Construction activity plunged in July by the biggest amount in six months as spending on homes fell for a record 17th straight month.
The Commerce Department reported Tuesday that construction spending dropped 0.4 percent in July, compared with June, the weakest showing since a 0.6 percent fall in January.
It was a bigger drop than economists had been expecting and underscored the continued drag the severe slump in housing is having on building activity.
Overall spending dropped to a seasonally adjusted annual rate of $1.169 trillion after having posted a 0.1 percent increase in June.
Housing activity fell by 1.4 percent, more than double the 0.6 percent decline in June, and has now declined for a record 17 straight months as home building suffers through its worst slump in 16 years.
Economists believe the downturn will get even more severe in coming months, reflecting the spreading problems in the mortgage markets. Rising delinquencies, especially by borrowers of subprime mortgages, are dumping more homes on an already glutted market. That is forcing builders to slash construction plans even further and offer a variety of incentives to move the homes they have already built.
Some economists believe that the downturn in housing may not bottom out until the middle of next year.
The rising mortgage delinquencies have roiled global financial markets over the past few weeks as investors worry about which big investment house or hedge fund will be the next to declare huge losses in the market for securities backed by mortgage debt.

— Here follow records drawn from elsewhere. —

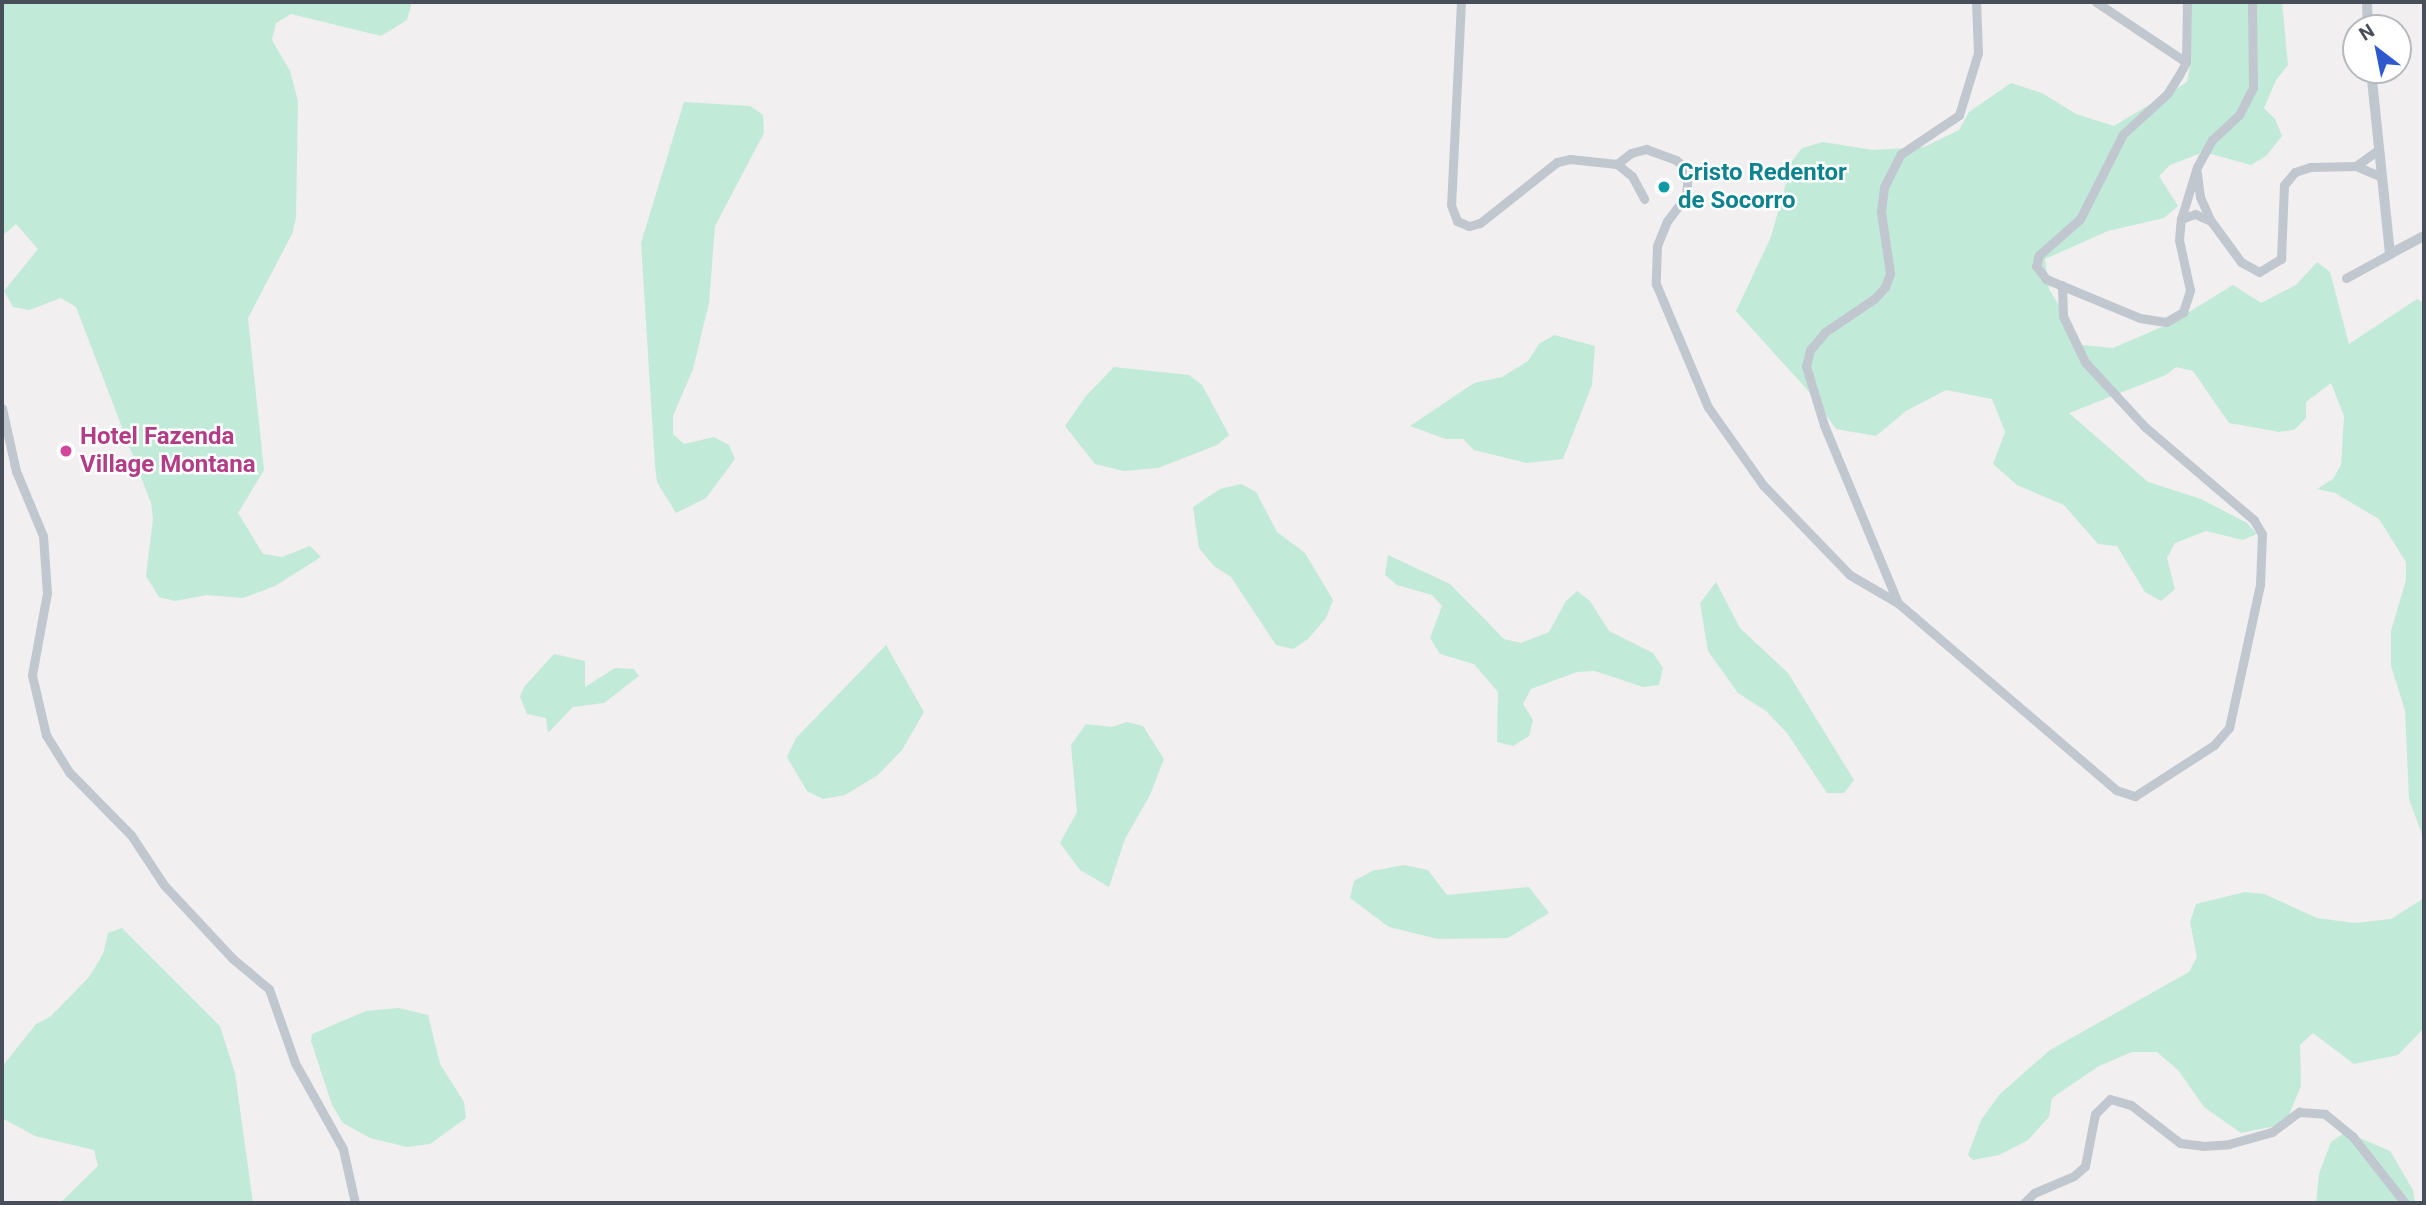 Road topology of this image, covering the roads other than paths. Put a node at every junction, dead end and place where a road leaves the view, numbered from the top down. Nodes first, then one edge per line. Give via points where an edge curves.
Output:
1 (1461, 2) edge
2 (1976, 2) edge
3 (2096, 2) edge
4 (2187, 2) edge
5 (2252, 2) edge
6 (2186, 62) junction
7 (2372, 84) edge
8 (2377, 151) junction
9 (1617, 164) junction
10 (2356, 166) junction
11 (2196, 167) junction
12 (2379, 176) junction
13 (1644, 199) dead end
14 (2181, 219) junction
15 (2211, 221) junction
16 (2424, 236) edge
17 (2390, 254) junction
18 (2346, 278) dead end
19 (2062, 285) junction
20 (2, 408) edge
21 (1898, 603) junction
22 (355, 1203) edge
23 (2024, 1203) edge
24 (2405, 1203) edge

1 - 9 street via 1451,205 1457,221 1469,226 1480,223 1557,162 1587,159
2 - 21 street via 1978,53 1959,115 1901,154 1884,187 1881,212 1889,274 1885,287 1825,332 1810,350 1806,366 1824,425
3 - 6 street
4 - 6 street
5 - 11 street via 2250,94 2239,115 2212,140
6 - 19 street via 2167,94 2123,134 2080,219 2039,255 2039,272
7 - 8 street
8 - 10 street
8 - 12 street
9 - 13 street via 1632,176
9 - 21 street via 1646,149 1676,160 1688,170 1690,187 1661,231 1655,265 1666,315 1708,407 1763,485 1850,575
10 - 12 street
10 - 15 street via 2310,167 2289,178 2283,199 2284,247 2269,270 2248,269
11 - 14 street
11 - 15 street via 2200,197
12 - 17 street
14 - 15 street via 2195,214
14 - 19 street via 2179,240 2190,290 2188,304 2176,318 2156,322 2140,318
16 - 17 street
17 - 18 street
19 - 21 street via 2063,316 2085,362 2165,446 2254,520 2262,534 2260,585 2228,728 2214,745 2176,766 2142,793 2125,796
20 - 22 street via 16,471 43,536 47,593 32,675 46,735 69,772 131,835 164,885 232,958 270,989 295,1063 343,1149
23 - 24 street via 2085,1166 2095,1114 2110,1099 2131,1105 2180,1143 2203,1146 2260,1136 2299,1112 2325,1114 2353,1137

The housing troubles and market turmoil have raised the risks of a recession, but many economists believe the Federal Reserve will begin cutting interest rates soon to give the economy a boost and keep the current expansion, now in its sixth year, from tumbling into a recession.
Federal Reserve Chairman Ben Bernanke, speaking on Friday to a conference in Wyoming, said the central bank was prepared to “act as needed to limit the adverse effects on the broader economy.” Many analysts are betting the Fed will start cutting rates at its next meeting on Sept. 18.
Bernanke said Fed policymakers will be paying “particularly close attention to the timeliest indicators, as well as indicators gleaned from our business and banking contacts around the country” to determine the future course of interest rates.
In other economic news Tuesday, the Institute for Supply Management said that its closely followed gauge of manufacturing activity rose at a slower pace in August compared to July. The index was up 52.9 in August compared to a reading of 53.8 in July.
The construction report showed that the weakness in housing was offset somewhat by strength in nonresidential building which rose by 0.4 percent in July to an all-time high of $346 billion at an annual rate. Construction of shopping centers, office buildings and hotels all showed increases.
Spending on state and local government projects also showed strength in August, rising by 0.8 percent to an all-time high of $269.58 billion at a seasonally adjusted annual rate. Federal building projects fell by 0.4 percent to a rate of $19.4 billion.